After Ronnie's passing, the artwork of Ronnie was shared with family and friends.  Ronnie's character, pictured blowing a big bubble, was inscribed "It's Worth Every Breath".  Dustin took heart in the drawing and commissioned an artist to "create" a four foot by six foot "lego" structure depicting the drawing.  It now hangs in Dustin's office in his California home.

Decisions

June 3, 2015

Cayuga Medical Center

Ronnie was having a hard time breathing.  The doctors could not determine what to do.  Ronnie's Cancer team of doctors were in Rochester, at Strong Memorial Hospital.  Many folks did not want Ronnie to be moved to Rochester.  That involved a helicopter ride, which meant that Ronnie would have to be intibated. Ronnie took the decision making away from everyone. While discussions were underway, I walked into Ronnie's cubicle.  He was signing the permission papers for the ride.  I just looked at him.  Ronnie said, "Pops, It is the only thing I can do."  I just said, "I know".

Strong Hospital

The decision was made to induce Ronnie into a coma so that the treatment could be rendered easier and Ronnie's system could respond easier. My last talk to Ronnie ended with him pulling me to him.  He stared at me real hard and then hugged me around the neck..tight.  He whispered in my ear, "I am ok. I am ready. It is all ok."  I wonder to this day what he meant by "I am ready".  For what?  I now know what Ronnie meant.  He knew that his Mother and I were going to be asked to make an impossible decision in a few days. Ronnie already knew and was confident of the decision we would make. He was telling me that it was ok.  "I am ready".  I mean to ask him some day. 

Larry Hoppen - Orleans

February 2, 2015

Larry Hoppen was a founding member of the band Orleans.   I met Larry when he was a music major at Ithaca College in 1968-69. Larry came to the Band "Big Daddy and the Duquenes".  He brought his friends that became the horn section of Teddy Antrum's (Big Daddy) band. We had many fun and great times together. Teddy, Wink Warren, Howie O'Dell, Larry and friends. The band grew into a favorite in Central New York and the Ithaca/Cortland areas. Larry also became a close friend of the Brion Family.  Mom and Dad Brion grew to love the "music and band" impact on our family as we grew through the times.  They really enjoyed Larry and his music.  I will never forget Larry..so talented. His legacy will live on..so much more to give.   Chet Brion

Legacy

December 25, 2014

Ronnie grew up surrounded by family. Ronnie developed close relationships with his cousins Cori and Heidi, daughters of my youngest sister Patty.   Patty and our parents, Mom & Dad Brion, lived in Ft. Myers. The California Brion Family made several cross country trips to visit and vacation.  The "cousins", Justin, Ronnie, Cori & Hieid all spent lots of time together at the beaches and pools. 

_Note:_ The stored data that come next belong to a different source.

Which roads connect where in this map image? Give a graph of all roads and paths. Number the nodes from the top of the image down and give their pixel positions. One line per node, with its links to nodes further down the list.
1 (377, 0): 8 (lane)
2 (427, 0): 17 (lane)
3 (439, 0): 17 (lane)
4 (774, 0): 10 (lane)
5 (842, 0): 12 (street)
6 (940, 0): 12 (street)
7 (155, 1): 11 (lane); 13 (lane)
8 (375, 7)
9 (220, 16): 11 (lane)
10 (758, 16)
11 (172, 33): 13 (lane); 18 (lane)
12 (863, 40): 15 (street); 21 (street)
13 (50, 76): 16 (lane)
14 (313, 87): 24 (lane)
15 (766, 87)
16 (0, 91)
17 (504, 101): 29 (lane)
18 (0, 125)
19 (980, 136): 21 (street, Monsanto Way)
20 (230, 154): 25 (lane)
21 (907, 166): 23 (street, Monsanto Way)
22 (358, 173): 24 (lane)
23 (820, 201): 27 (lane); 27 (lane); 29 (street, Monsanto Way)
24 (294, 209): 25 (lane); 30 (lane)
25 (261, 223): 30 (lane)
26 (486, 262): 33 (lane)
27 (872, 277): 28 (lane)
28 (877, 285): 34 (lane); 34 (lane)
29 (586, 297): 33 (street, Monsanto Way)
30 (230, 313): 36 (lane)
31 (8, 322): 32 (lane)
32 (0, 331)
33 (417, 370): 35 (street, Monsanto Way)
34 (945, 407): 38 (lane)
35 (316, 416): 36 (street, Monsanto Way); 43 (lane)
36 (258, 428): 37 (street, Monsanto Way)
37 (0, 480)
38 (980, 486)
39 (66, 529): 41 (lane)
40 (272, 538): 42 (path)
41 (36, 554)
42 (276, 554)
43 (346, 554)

Ten years after Ronnie passed away, Cori and Don Hill were blessed with the birth of their "perfect" daugther on November 15, 2013.  Cori & Don named their daughter Ronni Leann Hill, in honor of Ronnie Alick Brion. A very proud moment for all of us and I know it is a very proud time for Ronnie Brion. 

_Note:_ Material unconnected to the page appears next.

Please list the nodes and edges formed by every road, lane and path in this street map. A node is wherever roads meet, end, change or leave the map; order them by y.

On her 1st birthday, a time capsule was presented to Ronni and her parents that provides the history of her namesake Ronnie Brion. 

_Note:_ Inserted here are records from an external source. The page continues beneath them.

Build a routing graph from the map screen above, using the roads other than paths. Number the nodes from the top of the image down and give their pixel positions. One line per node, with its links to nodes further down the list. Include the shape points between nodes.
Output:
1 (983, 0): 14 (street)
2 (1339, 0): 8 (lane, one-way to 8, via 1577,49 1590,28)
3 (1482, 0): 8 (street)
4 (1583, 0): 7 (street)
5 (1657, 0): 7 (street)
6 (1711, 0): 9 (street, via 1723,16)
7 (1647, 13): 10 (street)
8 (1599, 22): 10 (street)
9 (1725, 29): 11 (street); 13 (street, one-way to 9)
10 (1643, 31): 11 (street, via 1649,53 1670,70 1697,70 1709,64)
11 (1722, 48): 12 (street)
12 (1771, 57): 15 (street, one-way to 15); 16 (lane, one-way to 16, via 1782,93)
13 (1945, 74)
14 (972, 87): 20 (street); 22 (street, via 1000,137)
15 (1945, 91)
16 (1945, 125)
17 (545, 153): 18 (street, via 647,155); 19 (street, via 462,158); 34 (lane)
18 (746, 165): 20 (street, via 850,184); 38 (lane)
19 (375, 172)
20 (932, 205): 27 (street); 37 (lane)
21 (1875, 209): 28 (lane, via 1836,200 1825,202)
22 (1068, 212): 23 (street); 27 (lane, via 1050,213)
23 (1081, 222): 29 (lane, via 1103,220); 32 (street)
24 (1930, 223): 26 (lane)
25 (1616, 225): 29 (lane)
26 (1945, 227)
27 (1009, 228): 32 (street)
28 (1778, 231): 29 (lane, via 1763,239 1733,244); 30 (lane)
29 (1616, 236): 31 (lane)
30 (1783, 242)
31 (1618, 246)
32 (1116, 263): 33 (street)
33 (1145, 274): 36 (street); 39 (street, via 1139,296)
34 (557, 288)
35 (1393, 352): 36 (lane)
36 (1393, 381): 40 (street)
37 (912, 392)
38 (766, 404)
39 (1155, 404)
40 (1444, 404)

As Paul Harvey use to say at the end of his radio broadcast, "And now, you know the rest of the story".  

The LA Kings

June 3, 2012

May 23, 2012


Ronnie's Dad, Chet Brion and Bryan Brown are cousins and they grew up together.  Bryan's youngest son, Dustin Brown grew up to be one of the best hockey players in the Nationl Hockey League.  Dustin is captain of the LA Kings.  The LA Kings have proved to the hockey world that they are one of the best hockey teams in 2012, WINNING the Stanley Cup against the NJ Devils. Dustin played outstanding in the playoffs and it was a pleasure to watch HIS Dream come true. 


Ronnie and his brother Justin loved and played hockey.  Justin still plays in an adult league.  They grew to love and respect Dustin and Justin maintains a close relationship.  

I contacted Bryan and congratulated him and Dustin for making it to the playoffs.  This was our exchange..

On Wed, May 23, 2012 at 7:28 AM, Chet Brion <cjb16@cornell.edu>wrote:

Just fantastic..congrats to Dustin and The Kings..Betcha Ronnie was watching and loving it..going to be a great SC Final..Hi to Hope..Love ya..C

Thanks and we know that if there is a angel riding on Dustin's shoulder it's Ronnie. Talk to you soon. Love ya B

Exciting Times..Enjoy Bryan..I will and I know that  Ronnie and Justin are loving it....Chet  

Reflections By Michael Kittner

January 28, 2012

This reflection was presented at the Memorial Service at Sage Chapel, June 13, 2003. 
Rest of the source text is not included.